• Mar 27, 2024

Is maximising yield always the right thing?

  • Howard Cain
  • 0 comments

For this blog I want to look at yield beyond the purely business or mathematical perspective, I’ll try and take it to the next level to look at the wider impact of maximising yield.

In business, yield is one of those words that seem to crop up all over the place and with a thousand different variations - gross yield, net yield, cost yield, nominal yield, etc. Of course, there is a second definition which means giving way, surrender, capitulation, or resignation.

For this blog I want to focus on the first type of yield but rather than look at it from a purely business or mathematical perspective, I’ll try and take it to the next level to look at the wider impact of maximising yield.

As most of you know I’ve been investing in property since 2002 and when I evaluate a new or existing investment one of the Key Performance Indicators (KPIs) I’ll look at is yield. So what does yield represent in this context? Simply put yield is a measure of what you get out divided by what you put in.

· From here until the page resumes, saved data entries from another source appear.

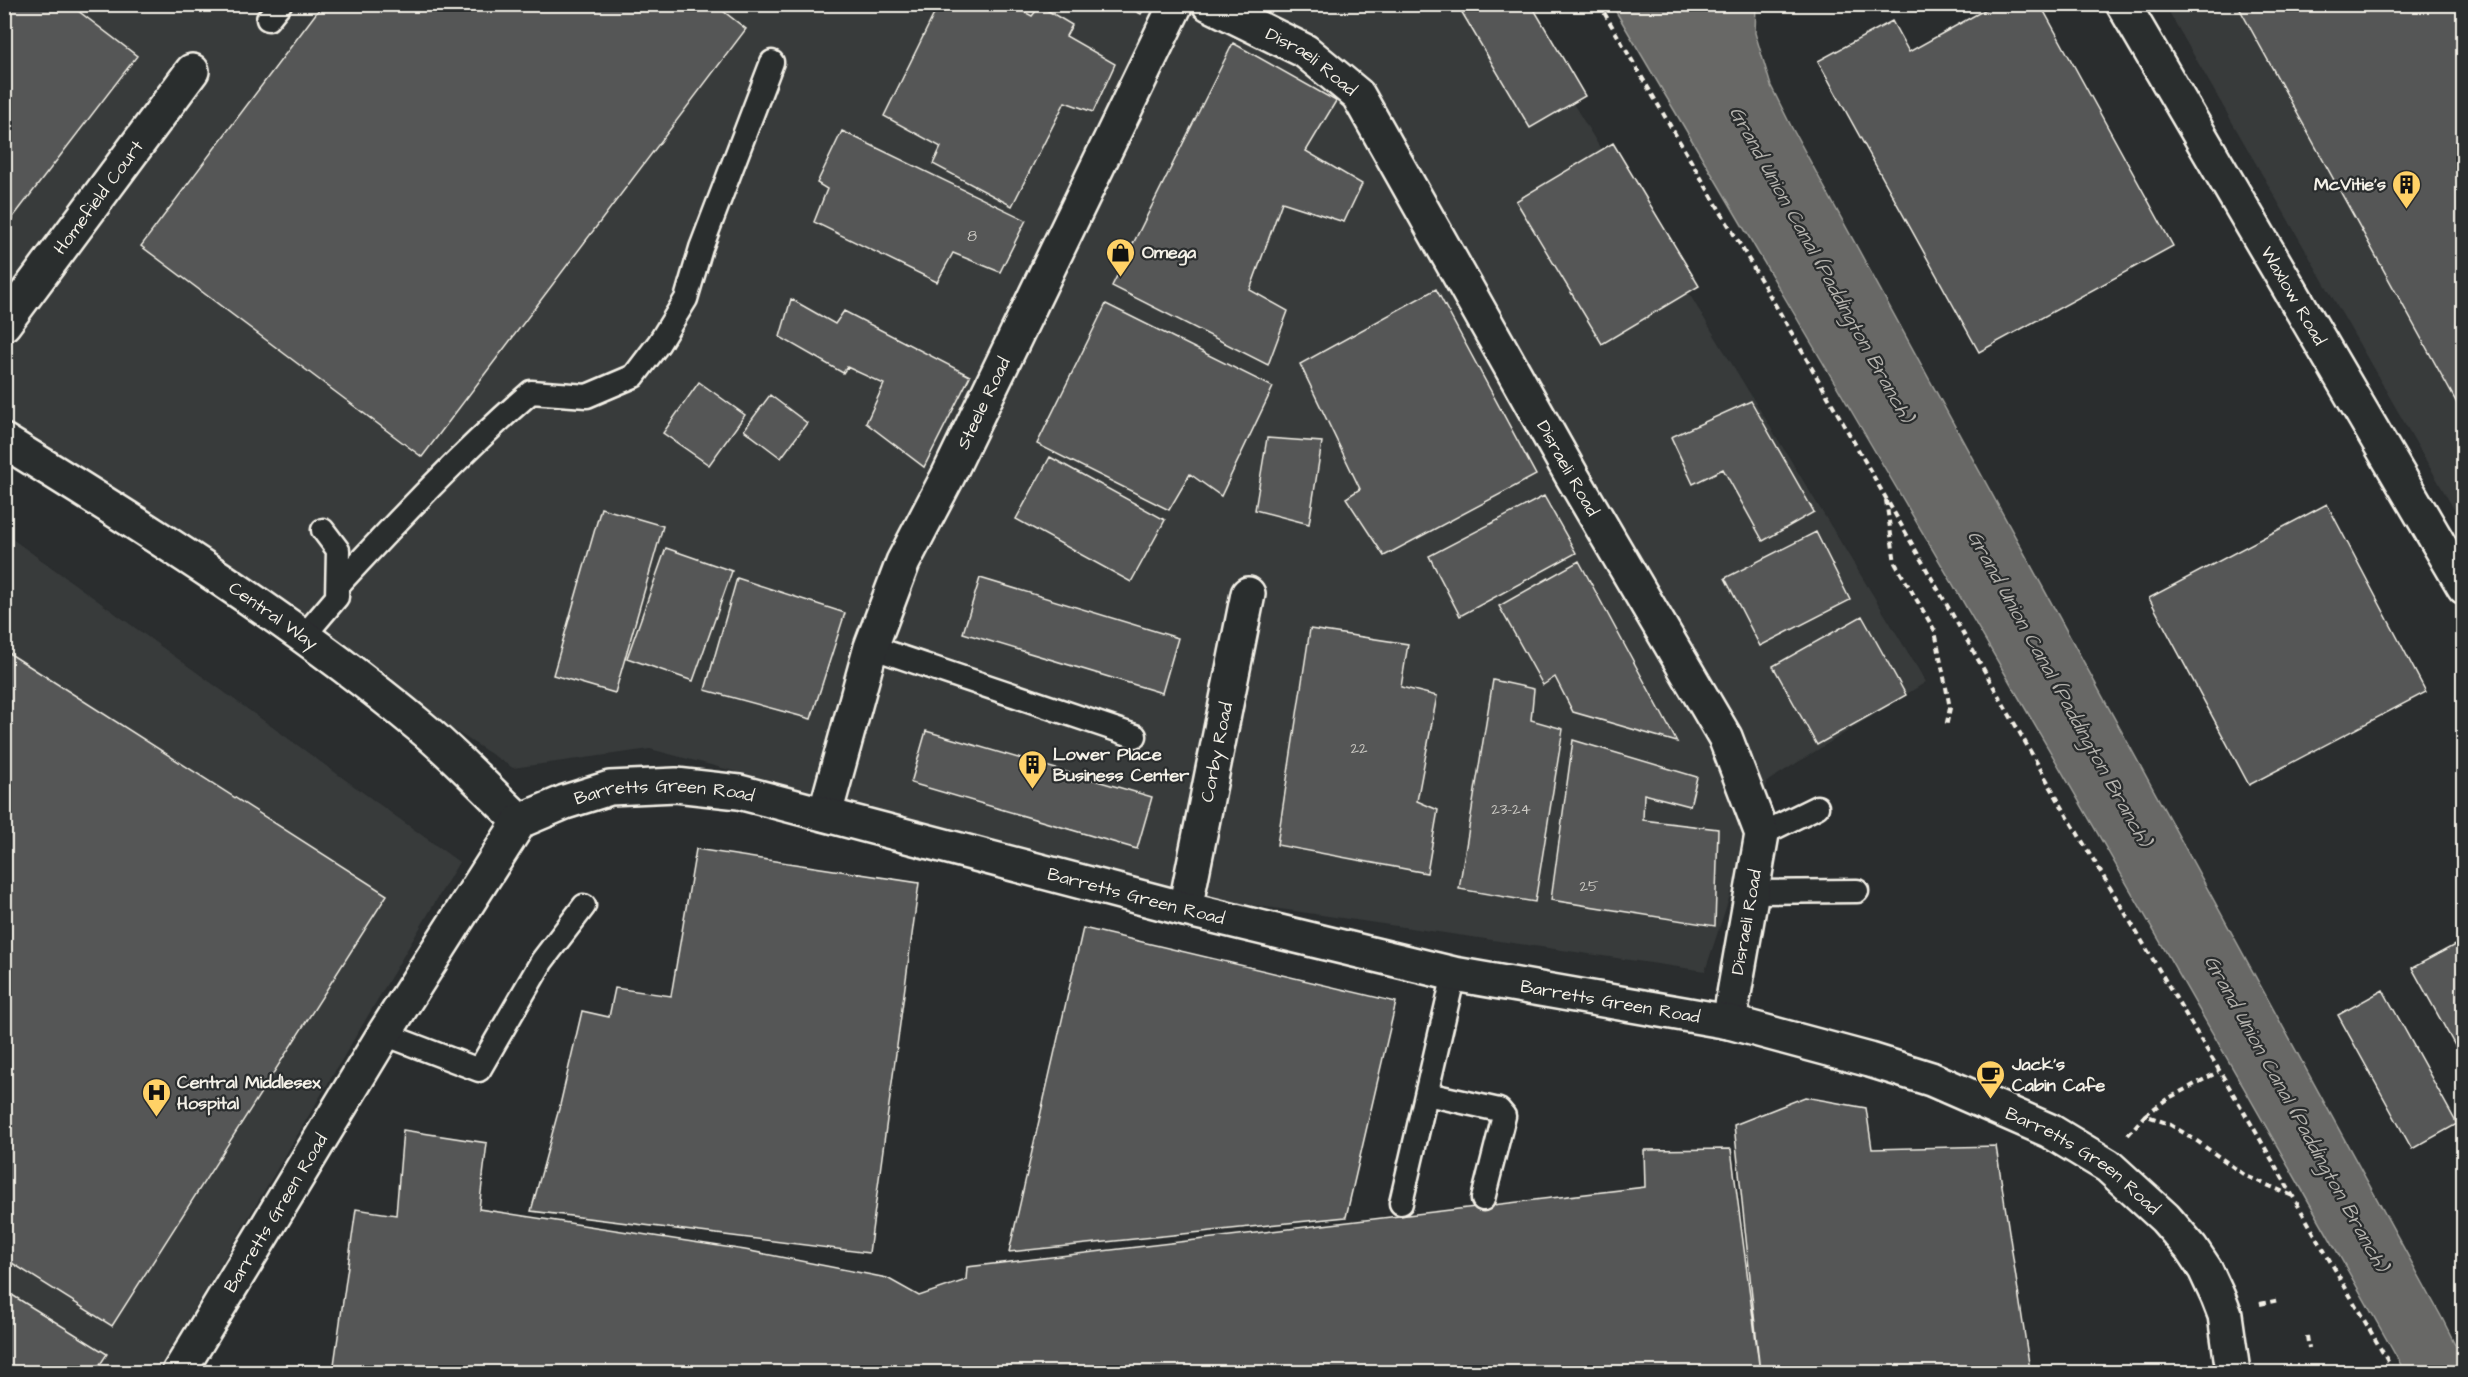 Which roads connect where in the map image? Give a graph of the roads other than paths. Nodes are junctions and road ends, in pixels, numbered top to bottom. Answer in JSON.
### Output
{"nodes":[{"id":1,"x":1176,"y":4,"type":"edge"},
{"id":2,"x":1209,"y":4,"type":"edge"},
{"id":3,"x":2123,"y":4,"type":"edge"},
{"id":4,"x":772,"y":62,"type":"dead end"},
{"id":5,"x":192,"y":71,"type":"dead end"},
{"id":6,"x":4,"y":324,"type":"edge"},
{"id":7,"x":4,"y":441,"type":"edge"},
{"id":8,"x":323,"y":530,"type":"dead end"},
{"id":9,"x":338,"y":585,"type":"junction"},
{"id":10,"x":2463,"y":587,"type":"edge"},
{"id":11,"x":1248,"y":594,"type":"dead end"},
{"id":12,"x":303,"y":637,"type":"junction"},
{"id":13,"x":872,"y":647,"type":"junction"},
{"id":14,"x":1136,"y":736,"type":"dead end"},
{"id":15,"x":1817,"y":807,"type":"dead end"},
{"id":16,"x":825,"y":814,"type":"junction"},
{"id":17,"x":520,"y":821,"type":"junction"},
{"id":18,"x":1762,"y":834,"type":"junction"},
{"id":19,"x":1857,"y":891,"type":"dead end"},
{"id":20,"x":1752,"y":892,"type":"junction"},
{"id":21,"x":584,"y":906,"type":"dead end"},
{"id":22,"x":1185,"y":909,"type":"junction"},
{"id":23,"x":1454,"y":974,"type":"junction"},
{"id":24,"x":1729,"y":1022,"type":"junction"},
{"id":25,"x":384,"y":1034,"type":"junction"},
{"id":26,"x":1427,"y":1094,"type":"junction"},
{"id":27,"x":1483,"y":1199,"type":"dead end"},
{"id":28,"x":1401,"y":1203,"type":"dead end"},
{"id":29,"x":186,"y":1367,"type":"edge"},
{"id":30,"x":2233,"y":1372,"type":"edge"}],
"edges":[{"from":1,"to":13,"type":"street","name":"Steele Road"},
{"from":2,"to":18,"type":"street","name":"Disraeli Road"},
{"from":3,"to":10,"type":"street","name":"Waxlow Road"},
{"from":4,"to":9,"type":"lane"},
{"from":5,"to":6,"type":"street","name":"Homefield Court"},
{"from":7,"to":12,"type":"street","name":"Central Way"},
{"from":8,"to":9,"type":"lane"},
{"from":9,"to":12,"type":"lane"},
{"from":11,"to":22,"type":"street","name":"Corby Road"},
{"from":12,"to":17,"type":"street","name":"Central Way"},
{"from":13,"to":14,"type":"lane"},
{"from":13,"to":16,"type":"street","name":"Steele Road"},
{"from":15,"to":18,"type":"lane"},
{"from":16,"to":17,"type":"street","name":"Barretts Green Road"},
{"from":16,"to":22,"type":"street","name":"Barretts Green Road"},
{"from":17,"to":25,"type":"street","name":"Barretts Green Road"},
{"from":18,"to":20,"type":"street","name":"Disraeli Road"},
{"from":19,"to":20,"type":"lane"},
{"from":20,"to":24,"type":"street","name":"Disraeli Road"},
{"from":21,"to":25,"type":"lane"},
{"from":22,"to":23,"type":"street","name":"Barretts Green Road"},
{"from":23,"to":24,"type":"street","name":"Barretts Green Road"},
{"from":23,"to":26,"type":"lane"},
{"from":24,"to":30,"type":"street","name":"Barretts Green Road"},
{"from":25,"to":29,"type":"street","name":"Barretts Green Road"},
{"from":26,"to":27,"type":"lane"},
{"from":26,"to":28,"type":"lane"}]}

For example, if I buy a property for £100,000 and rent it for £750pm my Gross Yield is 9%pa. Using the gross figures the calculation looks like this:

What I get out / what I put in x100

  • £9,000pa (12 x £750) / £100,000 x 100 = 9%pa

However, if I buy using a 70% mortgage costing £450pm my Net Yield is now 12%pa. In this instance I use the net income of £300pm (£750 - £450) divided by the capital at risk of £30,000 (£100,000 - £70,000).  Now my calculation looks like this:

  • £3,600pa (12 x £300) / £30,000 x 100 = 12%pa

Different types of investment use different measures of yield but by comparing these figures for each opportunity I can quickly identify the best yields as well as the impact of leverage or the cost of borrowing. Of course, the calculator takes no account of risk, risk mitigation, risk management, liquidity, exposure, asset allocation, exit strategies etc. These need to be carefully balanced for each person, business or situation.

However, a focus on yield alone can lead to other unexpected consequences. In our pursuit of yield we may adversely impact our market and our potential tenants. In other words, fairness and a sense of responsibility to the wider world can fall victim to the pursuit of ever higher yields. 

And higher yields themselves can quickly draw our attention from the straight and narrow. An extreme example would be the National Lottery - Lotto; the yield on a £10,000,000 win for a £2 ticket would be 50,000,000% but the odds (or risk ratio) are 45,000,000:1. Hey, but it's only £2.

When trying to explain the importance of a holistic approach to yield I sometimes use the following analogy based on a close relationship. Imagine you find yourself in a high-yielding personal relationship with your partner. Why high yielding? Because you realise that you are getting a great deal from the relationship without having to put too much in yourself. 

It sounds perfect; you really don’t have to try too hard. But what if you now flip the equation and look at it from your partner’s perspective? Perhaps from their point of view they are putting a great deal into the relationship but getting much less out. How will that make them feel? Do you think the relationship is sustainable over the long term?

I hope the point is made; yield is a great tool for comparing opportunities or even different types of investment using a standard basis but it is not without risks and they must be evaluated and weighed in the balance. 

Wherever possible we should also seek to understand the impact our desire for high yield is having on the wider world and those on whom we depend. When we do we are better placed to find the opportunities that can serve all of us over the longer term.